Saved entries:
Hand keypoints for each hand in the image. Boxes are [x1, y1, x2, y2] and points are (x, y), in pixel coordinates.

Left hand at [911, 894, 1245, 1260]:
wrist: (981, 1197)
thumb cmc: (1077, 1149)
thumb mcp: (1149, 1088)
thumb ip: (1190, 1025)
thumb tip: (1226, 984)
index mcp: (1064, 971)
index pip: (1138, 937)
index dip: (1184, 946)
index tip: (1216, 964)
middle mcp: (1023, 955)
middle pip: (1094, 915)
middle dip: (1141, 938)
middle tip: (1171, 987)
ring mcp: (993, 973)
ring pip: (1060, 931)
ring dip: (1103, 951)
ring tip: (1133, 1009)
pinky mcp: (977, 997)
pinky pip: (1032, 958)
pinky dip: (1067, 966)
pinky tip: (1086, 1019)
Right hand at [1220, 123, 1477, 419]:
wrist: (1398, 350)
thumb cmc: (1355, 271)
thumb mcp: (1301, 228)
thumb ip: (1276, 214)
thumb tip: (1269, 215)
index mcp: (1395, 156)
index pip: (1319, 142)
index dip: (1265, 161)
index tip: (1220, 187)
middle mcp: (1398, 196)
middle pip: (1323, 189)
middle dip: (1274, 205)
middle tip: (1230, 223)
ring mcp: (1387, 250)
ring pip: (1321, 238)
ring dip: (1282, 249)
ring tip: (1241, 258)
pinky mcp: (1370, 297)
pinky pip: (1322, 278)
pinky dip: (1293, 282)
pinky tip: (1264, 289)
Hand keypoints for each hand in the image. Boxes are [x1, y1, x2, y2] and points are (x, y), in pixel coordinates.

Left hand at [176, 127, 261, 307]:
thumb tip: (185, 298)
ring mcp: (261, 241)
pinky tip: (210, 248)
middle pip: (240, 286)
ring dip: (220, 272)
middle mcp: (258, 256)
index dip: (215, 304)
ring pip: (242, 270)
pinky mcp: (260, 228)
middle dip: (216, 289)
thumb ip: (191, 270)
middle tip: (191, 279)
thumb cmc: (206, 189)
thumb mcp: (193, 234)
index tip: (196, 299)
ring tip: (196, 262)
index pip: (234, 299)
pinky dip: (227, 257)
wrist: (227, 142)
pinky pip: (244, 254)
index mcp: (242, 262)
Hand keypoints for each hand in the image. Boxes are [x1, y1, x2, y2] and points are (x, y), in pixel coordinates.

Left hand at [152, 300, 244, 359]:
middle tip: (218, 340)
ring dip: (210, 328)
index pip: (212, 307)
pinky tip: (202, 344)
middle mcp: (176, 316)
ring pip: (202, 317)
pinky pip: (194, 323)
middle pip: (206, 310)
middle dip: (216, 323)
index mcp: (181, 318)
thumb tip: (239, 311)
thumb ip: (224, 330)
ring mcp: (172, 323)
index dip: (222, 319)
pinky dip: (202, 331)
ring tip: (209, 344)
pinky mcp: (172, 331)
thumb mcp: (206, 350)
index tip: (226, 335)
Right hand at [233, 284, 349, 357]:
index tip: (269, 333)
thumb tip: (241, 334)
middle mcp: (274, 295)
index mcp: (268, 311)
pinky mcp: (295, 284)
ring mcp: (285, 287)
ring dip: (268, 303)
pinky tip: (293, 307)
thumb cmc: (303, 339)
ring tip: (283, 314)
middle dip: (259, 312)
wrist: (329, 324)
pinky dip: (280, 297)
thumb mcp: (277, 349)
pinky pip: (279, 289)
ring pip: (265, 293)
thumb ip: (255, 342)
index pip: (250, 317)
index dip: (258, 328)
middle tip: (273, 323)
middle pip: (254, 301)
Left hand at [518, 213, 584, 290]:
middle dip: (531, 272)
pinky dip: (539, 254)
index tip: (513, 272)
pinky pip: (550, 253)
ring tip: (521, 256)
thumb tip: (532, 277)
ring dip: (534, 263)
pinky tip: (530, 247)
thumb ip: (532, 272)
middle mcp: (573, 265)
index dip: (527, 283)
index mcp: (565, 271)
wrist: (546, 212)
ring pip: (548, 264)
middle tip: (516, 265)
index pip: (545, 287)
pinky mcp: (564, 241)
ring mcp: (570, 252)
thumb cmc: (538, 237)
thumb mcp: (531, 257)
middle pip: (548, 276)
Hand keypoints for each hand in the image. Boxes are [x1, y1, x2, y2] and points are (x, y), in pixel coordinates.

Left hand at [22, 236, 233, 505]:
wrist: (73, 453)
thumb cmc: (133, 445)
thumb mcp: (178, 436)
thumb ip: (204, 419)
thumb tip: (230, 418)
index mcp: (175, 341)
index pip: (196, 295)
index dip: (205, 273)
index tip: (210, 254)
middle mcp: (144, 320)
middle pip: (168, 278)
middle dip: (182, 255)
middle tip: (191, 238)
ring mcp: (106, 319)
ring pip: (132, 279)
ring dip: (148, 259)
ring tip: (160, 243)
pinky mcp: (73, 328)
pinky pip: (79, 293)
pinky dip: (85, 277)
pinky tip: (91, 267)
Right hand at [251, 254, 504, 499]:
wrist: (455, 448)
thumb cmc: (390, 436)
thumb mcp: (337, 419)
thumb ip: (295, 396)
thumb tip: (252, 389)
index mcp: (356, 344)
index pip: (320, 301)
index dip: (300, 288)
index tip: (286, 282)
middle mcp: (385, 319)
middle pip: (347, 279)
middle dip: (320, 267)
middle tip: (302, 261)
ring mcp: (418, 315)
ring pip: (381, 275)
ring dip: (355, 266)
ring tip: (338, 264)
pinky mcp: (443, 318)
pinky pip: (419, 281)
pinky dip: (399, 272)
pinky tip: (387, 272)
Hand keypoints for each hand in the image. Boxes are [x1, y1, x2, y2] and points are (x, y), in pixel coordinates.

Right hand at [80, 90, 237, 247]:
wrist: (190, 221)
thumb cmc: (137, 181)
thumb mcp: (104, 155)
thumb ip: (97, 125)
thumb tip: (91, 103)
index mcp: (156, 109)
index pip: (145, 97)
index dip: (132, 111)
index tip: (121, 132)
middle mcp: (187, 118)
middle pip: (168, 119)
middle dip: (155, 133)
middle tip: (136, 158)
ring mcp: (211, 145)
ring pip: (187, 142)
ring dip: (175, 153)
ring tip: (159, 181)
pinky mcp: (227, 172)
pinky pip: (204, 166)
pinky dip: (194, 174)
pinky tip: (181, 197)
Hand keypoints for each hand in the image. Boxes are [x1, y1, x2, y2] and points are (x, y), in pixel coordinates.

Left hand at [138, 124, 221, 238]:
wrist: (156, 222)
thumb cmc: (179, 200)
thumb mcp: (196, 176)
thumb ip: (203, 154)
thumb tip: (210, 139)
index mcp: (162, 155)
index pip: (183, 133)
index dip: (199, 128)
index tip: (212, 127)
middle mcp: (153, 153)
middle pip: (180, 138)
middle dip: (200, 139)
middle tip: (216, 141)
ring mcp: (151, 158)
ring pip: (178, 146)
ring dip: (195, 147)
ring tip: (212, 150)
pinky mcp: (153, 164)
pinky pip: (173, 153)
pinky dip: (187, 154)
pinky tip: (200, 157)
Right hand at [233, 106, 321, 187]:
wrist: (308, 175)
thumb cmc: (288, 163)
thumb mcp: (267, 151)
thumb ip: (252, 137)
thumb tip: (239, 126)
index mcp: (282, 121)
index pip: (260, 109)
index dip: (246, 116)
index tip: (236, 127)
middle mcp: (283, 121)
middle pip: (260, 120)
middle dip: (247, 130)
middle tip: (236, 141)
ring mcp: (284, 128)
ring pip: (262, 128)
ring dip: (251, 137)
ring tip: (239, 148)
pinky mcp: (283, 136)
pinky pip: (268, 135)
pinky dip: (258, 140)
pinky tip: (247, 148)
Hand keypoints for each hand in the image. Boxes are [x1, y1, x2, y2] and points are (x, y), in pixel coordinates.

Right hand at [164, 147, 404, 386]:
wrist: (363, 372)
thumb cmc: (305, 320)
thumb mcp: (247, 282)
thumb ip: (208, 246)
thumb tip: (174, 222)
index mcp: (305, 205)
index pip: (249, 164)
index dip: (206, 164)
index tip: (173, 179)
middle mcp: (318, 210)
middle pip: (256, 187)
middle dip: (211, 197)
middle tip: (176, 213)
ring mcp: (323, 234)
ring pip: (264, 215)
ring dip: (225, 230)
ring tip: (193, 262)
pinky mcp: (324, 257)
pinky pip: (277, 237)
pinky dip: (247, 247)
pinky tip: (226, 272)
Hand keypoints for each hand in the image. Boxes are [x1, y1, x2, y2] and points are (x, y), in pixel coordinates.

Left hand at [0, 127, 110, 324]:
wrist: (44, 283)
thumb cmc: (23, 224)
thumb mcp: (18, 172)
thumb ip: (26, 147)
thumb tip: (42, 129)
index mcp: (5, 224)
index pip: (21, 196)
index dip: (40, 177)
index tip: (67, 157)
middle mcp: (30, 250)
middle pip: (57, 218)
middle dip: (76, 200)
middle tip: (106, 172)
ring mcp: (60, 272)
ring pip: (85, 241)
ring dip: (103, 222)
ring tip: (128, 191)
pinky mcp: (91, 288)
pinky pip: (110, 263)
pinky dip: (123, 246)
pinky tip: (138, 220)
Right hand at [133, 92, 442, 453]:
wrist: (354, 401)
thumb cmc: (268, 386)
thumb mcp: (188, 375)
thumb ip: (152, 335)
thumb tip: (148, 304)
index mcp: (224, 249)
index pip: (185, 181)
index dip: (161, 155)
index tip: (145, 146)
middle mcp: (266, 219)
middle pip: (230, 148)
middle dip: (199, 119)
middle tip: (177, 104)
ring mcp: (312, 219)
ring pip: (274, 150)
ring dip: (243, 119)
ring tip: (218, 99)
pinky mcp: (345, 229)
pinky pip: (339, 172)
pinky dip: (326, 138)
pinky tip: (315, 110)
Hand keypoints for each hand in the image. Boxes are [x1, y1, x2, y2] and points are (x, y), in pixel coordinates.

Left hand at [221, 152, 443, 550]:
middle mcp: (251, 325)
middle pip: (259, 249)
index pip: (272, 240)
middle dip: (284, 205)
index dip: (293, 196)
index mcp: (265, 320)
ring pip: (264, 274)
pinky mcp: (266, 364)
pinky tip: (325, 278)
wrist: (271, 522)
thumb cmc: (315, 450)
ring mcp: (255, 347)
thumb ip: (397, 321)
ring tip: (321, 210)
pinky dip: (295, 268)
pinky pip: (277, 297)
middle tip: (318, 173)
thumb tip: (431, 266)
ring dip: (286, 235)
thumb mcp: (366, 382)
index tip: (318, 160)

→ GOAL OF THE EXERCISE: Output each line of the records above exactly, beginning at the first, and stop once the line containing "index pip: (1138, 937)" has been output.

→ PROBLEM SOLUTION:
Hand keypoints for each hand in the image. Boxes are [x1, y1, x2, y2] and points are (x, y), in pixel coordinates.

Left hand at [911, 894, 1245, 1260]:
wrist: (981, 1197)
thumb cmc: (1077, 1149)
thumb mcp: (1149, 1088)
thumb ip: (1190, 1025)
thumb tip: (1226, 984)
index mcp: (1064, 971)
index pip: (1138, 937)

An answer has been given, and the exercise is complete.